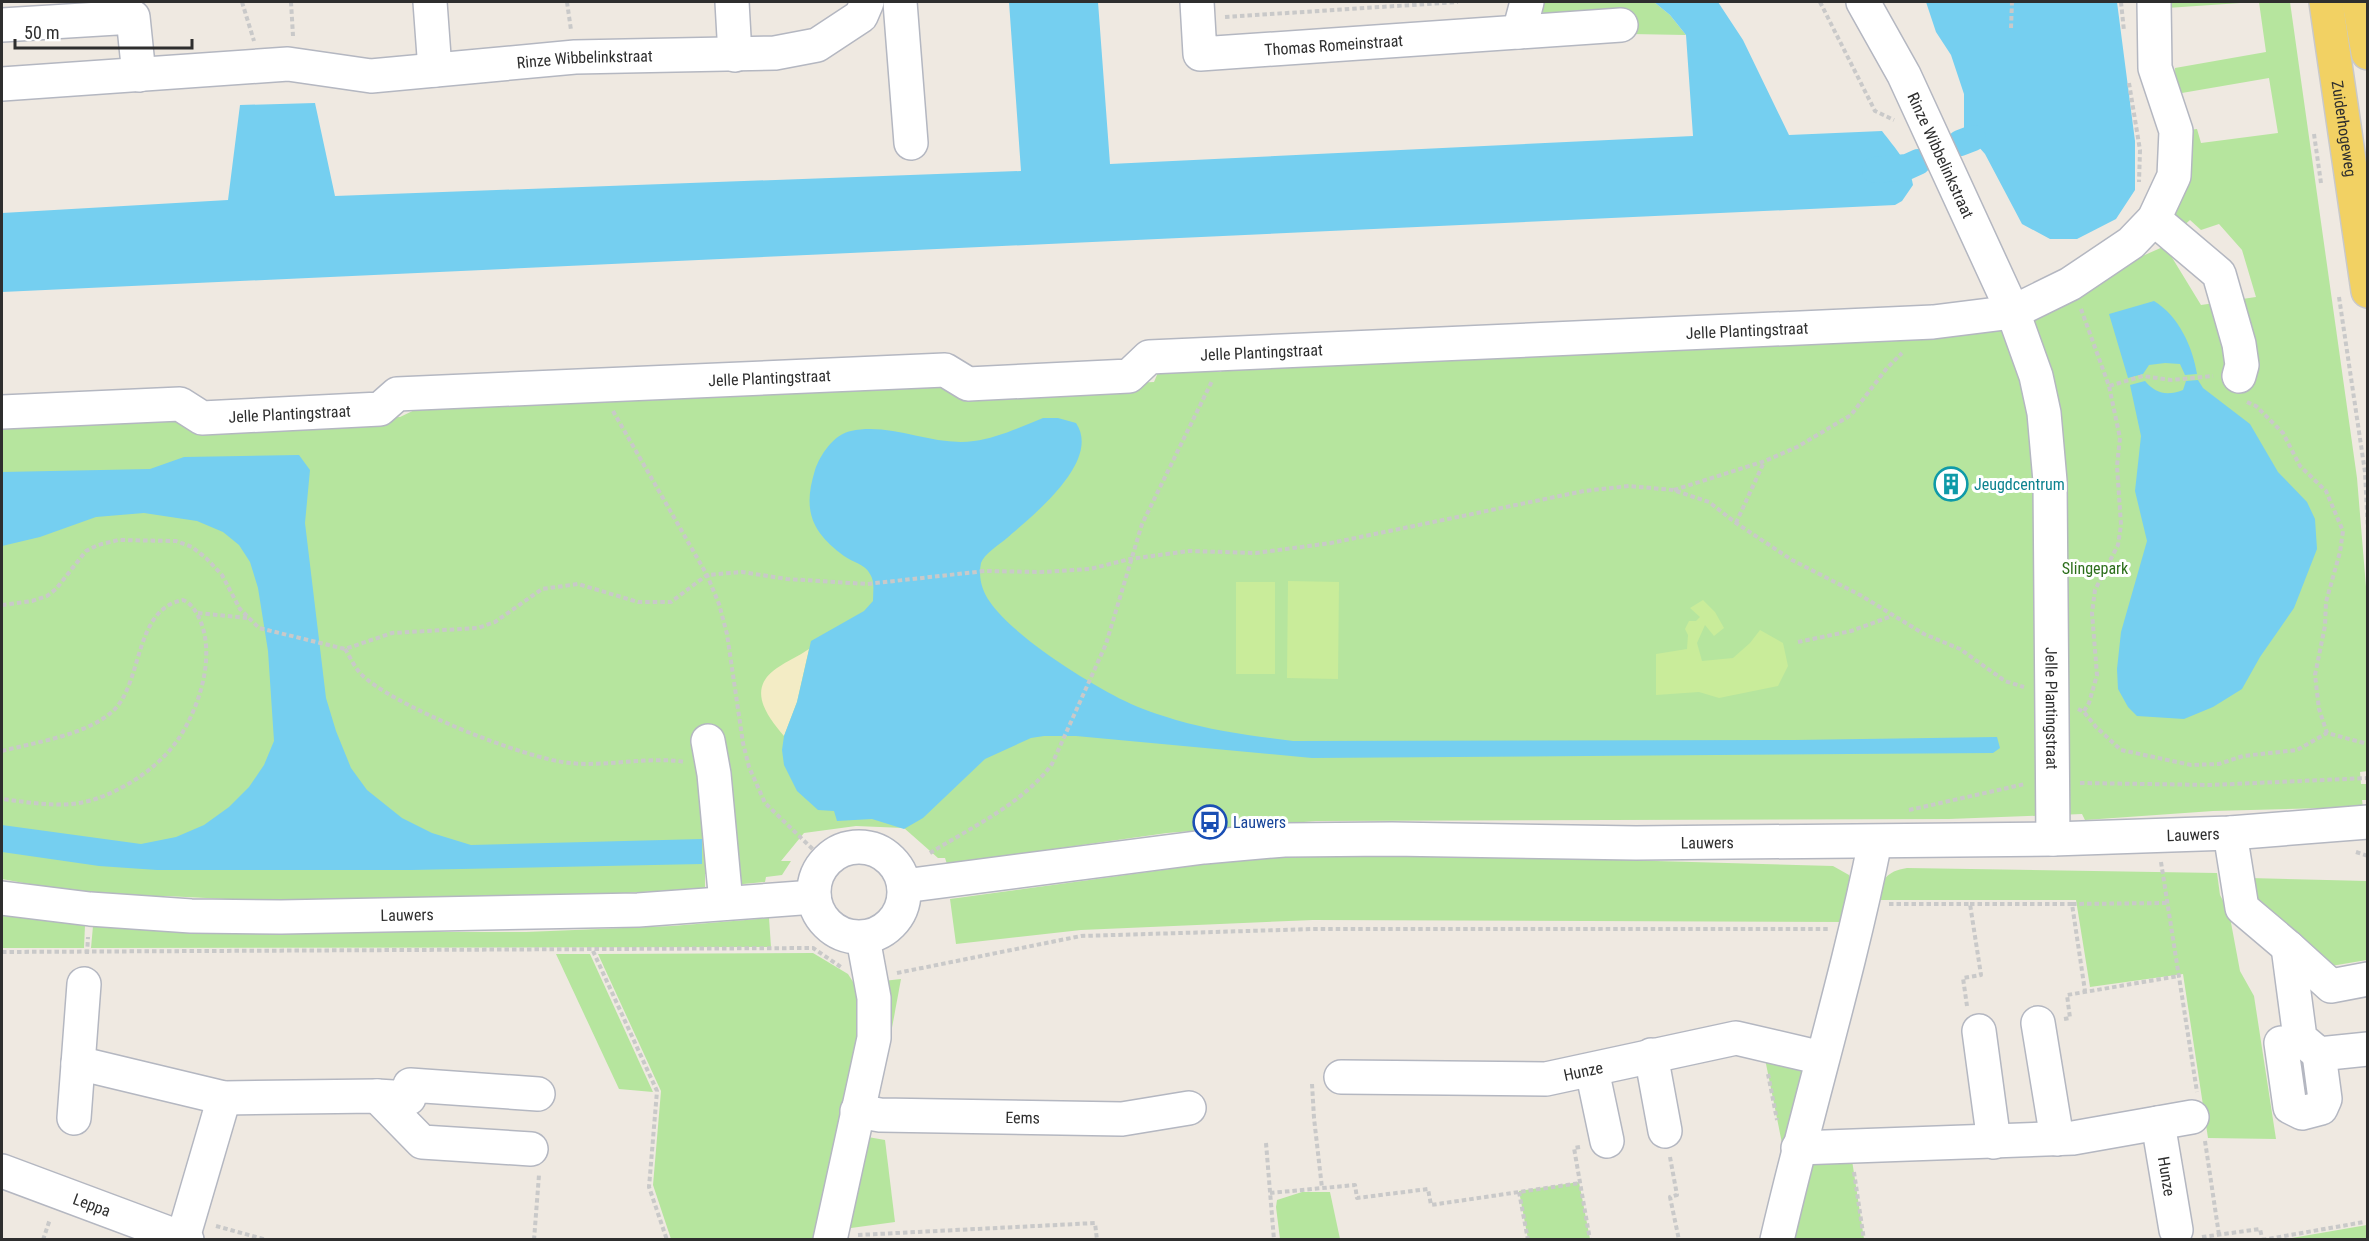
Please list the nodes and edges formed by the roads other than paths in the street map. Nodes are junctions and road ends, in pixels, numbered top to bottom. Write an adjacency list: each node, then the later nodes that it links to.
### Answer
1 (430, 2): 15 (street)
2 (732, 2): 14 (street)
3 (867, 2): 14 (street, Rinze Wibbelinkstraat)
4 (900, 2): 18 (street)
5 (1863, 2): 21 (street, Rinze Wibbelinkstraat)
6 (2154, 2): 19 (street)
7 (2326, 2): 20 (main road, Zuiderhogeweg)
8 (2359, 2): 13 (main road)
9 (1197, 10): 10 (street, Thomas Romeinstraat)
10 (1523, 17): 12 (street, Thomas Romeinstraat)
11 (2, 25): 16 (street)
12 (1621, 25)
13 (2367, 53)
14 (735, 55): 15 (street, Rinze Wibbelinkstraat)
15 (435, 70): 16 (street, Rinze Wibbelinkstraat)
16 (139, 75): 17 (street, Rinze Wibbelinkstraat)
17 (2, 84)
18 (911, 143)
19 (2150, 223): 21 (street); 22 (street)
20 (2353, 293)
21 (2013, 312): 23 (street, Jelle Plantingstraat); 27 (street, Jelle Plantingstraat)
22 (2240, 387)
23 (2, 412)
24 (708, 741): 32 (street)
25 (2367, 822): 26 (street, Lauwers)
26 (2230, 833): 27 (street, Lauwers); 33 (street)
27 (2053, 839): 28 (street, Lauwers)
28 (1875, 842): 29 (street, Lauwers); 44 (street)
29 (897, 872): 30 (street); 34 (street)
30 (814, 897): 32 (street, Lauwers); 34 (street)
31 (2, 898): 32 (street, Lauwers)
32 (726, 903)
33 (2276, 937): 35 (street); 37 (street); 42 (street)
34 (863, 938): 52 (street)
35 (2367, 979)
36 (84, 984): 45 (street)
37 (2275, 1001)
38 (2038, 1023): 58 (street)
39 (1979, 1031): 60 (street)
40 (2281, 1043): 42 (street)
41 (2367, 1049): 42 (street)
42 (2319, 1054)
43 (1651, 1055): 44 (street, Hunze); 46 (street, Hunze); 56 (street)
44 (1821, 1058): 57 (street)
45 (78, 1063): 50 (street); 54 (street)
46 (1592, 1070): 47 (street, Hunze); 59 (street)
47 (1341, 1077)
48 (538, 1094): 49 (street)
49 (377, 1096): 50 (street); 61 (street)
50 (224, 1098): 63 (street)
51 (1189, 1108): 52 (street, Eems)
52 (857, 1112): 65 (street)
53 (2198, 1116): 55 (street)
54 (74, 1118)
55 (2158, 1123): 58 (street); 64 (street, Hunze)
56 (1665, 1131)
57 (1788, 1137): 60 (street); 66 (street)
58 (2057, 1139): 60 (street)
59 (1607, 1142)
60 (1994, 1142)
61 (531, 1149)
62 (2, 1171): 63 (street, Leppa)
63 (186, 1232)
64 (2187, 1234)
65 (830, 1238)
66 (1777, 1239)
- - - -
What you have to do:
For the word "Lauwers", count the lines of the records that contain it and give only the number.

Expected answer:
6